The cause of cranial venous outflow obstruction is not fully understood. It is believed to be associated with various factors including

anatomical abnormalities, thrombosis, posture, and increased intracranial pressure.[3]

The obstruction can occur in any part of the venous system involved in draining blood from the brain, like vertebral venous system (VVS) or cerebral venous sinus (CVS), but it is most commonly seen in the dural venous sinuses.[4]

Signs and symptoms

Impaired cranial venous outflow can lead to increased

pulsatile tinnitus and various neurodegenerative diseases.[5][6][7][8][9][1][10]

Head and Neck Veins

Pathophysiology

The pathophysiology of cranial venous outflow obstruction involves the disruption of normal venous drainage from the brain. Cerebral veins play a crucial role in draining brain interstitial fluid (ISF), and their significance has been linked in various neurological conditions.[1] It can be caused by extrinsic or intrinsic anomalies.[7]

Extrinsic

Extrinsic anomalies are structural changes near the Internal Jugular Vein (IJV) that can cause venous outflow obstruction. These changes can be due to bone pressure, artery pressure, enlarged lymph nodes, or an enlarged thyroid. These factors can squeeze the vein wall and block the blood flow. This blockage can range from a local narrowing (stenosis) to a complete blockage (occlusion).[7]

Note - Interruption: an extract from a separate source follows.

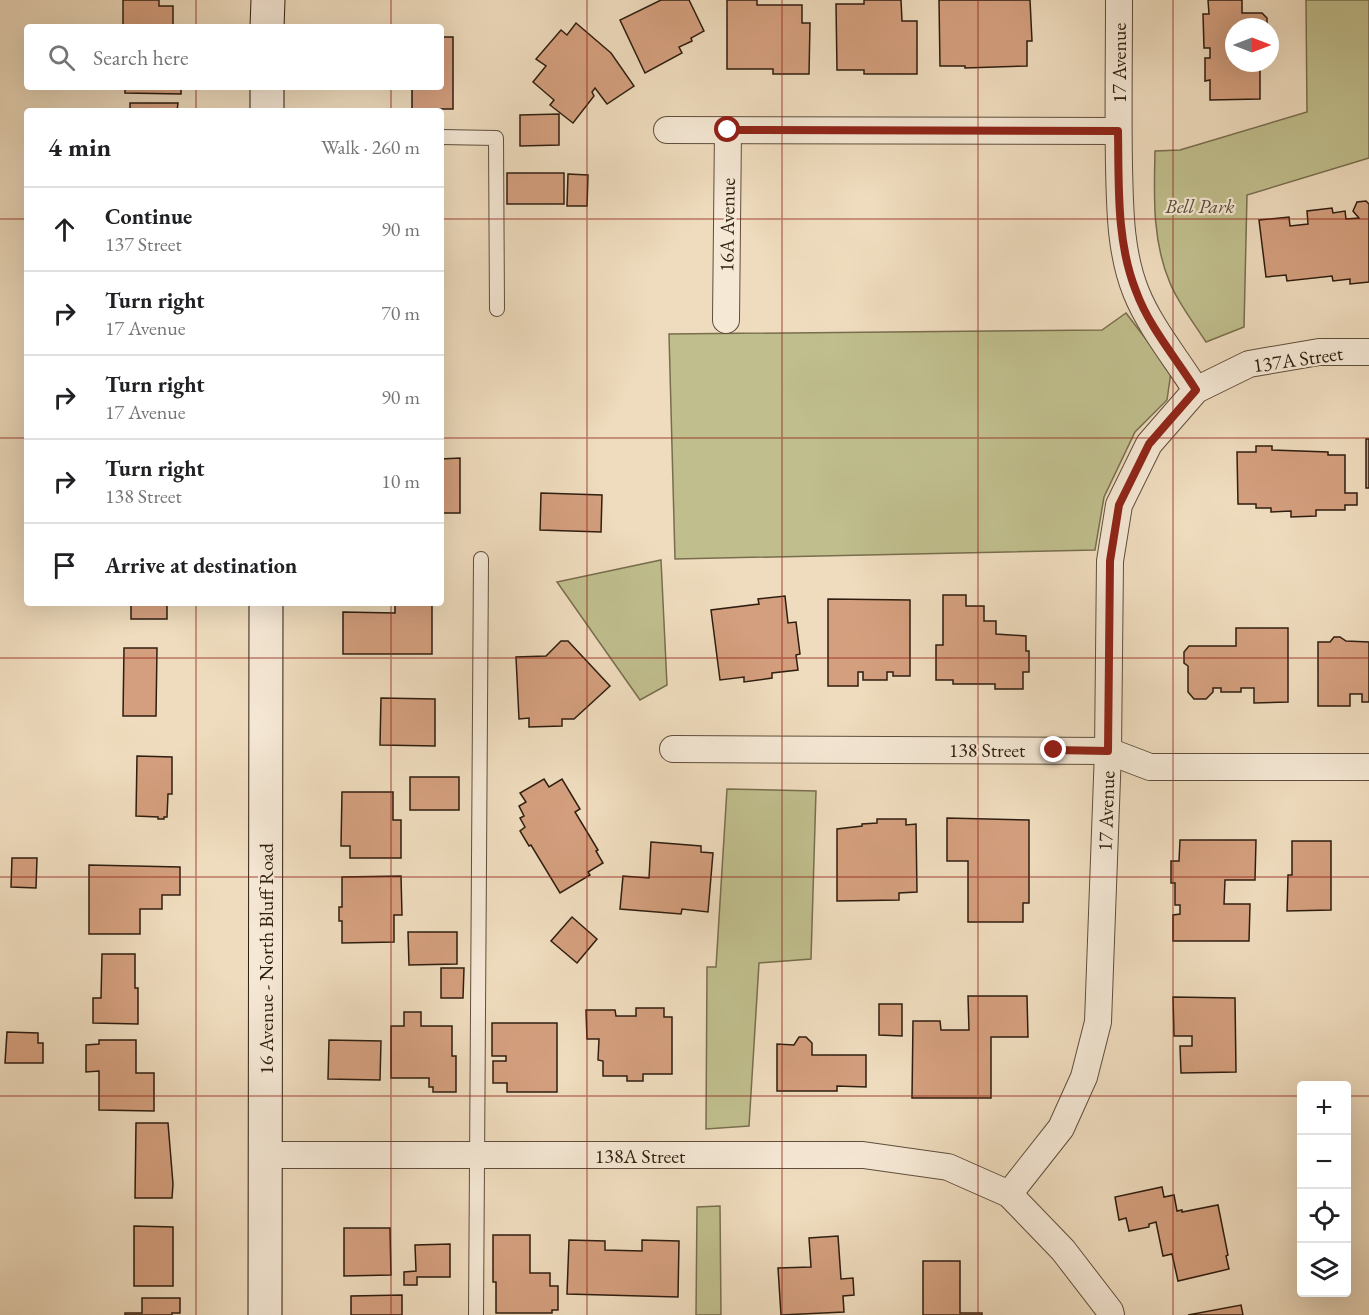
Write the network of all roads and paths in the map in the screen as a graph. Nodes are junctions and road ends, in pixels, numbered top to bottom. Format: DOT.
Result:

Different parts of the IJV can be affected by different factors. The upper part of the IJV is often squeezed by the side parts of the neck bones at the vertebral C1 segment and by the styloid processes. The middle and lower parts of the IJV are more often squeezed by the nearby carotid artery, lymph nodes, and unusual muscles. Among all these factors, bone pressure is the most common, causing about 40% of extrinsic anomalies. A recent study showed that 41.9% of IJV narrowing in a Chinese group was due to external pressure.[7]

Intrinsic

Intrinsic anomalies are changes within the IJV itself. These can include blood clots (thrombi), abnormalities in the vessel wall, and malformed venous valves. IJV thrombosis is rare and has only been mentioned in a few case reports. Defects inside the vein (flaps, webs, septa, membranes, and malformed valves) can hinder normal blood flow from the brain. This can result in changes in blood flow, including backflow (reflux), reduced flow, or no flow entirely. Doppler and intravascular ultrasound are effective tools for seeing malformed valves. There are many types of malformed valves, including fused, elongated, ectopic, accessory leaflet-containing, inverted, and double valves.[7]

Management

Management of cranial venous outflow obstruction involves treating the underlying cause, if identifiable, and managing the symptoms. This can include medication to reduce intracranial pressure, anticoagulation therapy to prevent thrombosis, and in some cases, surgical intervention to restore normal venous drainage.[6][11]

Epidemiology

The epidemiology of cranial venous outflow obstruction is not well-studied, and the condition is likely underdiagnosed due to the nonspecific nature of its symptoms. However, it is known to affect individuals of all ages, with a higher prevalence in females and individuals with anatomical venous disorders (varicose veins), certain risk factors such as obesity and thrombophilic disorders and sedentary lifestyle.[12][2]

Types

Styloidogenic jugular venous compression syndrome

Styloidogenic jugular venous compression syndrome (SJVCS) shares symptoms with idiopathic

intracranial hypertension (IIH). Patients with SJVCS experience compression of venous outflow on both sides due to bone structures. It occurs due to compression of the internal jugular vein (IJV) between the C1 vertebrae transverse process and the temporal styloid process. Treatments like venous stenting and styloidectomy have shown positive results.[13][14][15][16]

Diagnostics

Diagnostics of this pathology might include advanced MR venography, direct microcatheter venography with manometry, 3D catheter angiographic studies, three-dimensional rotational venography (3D-RV), cone-beam rotational angiography (3D-RA), also CT venography or MRI scans with contrast with would potentially show obstruction.[5][17]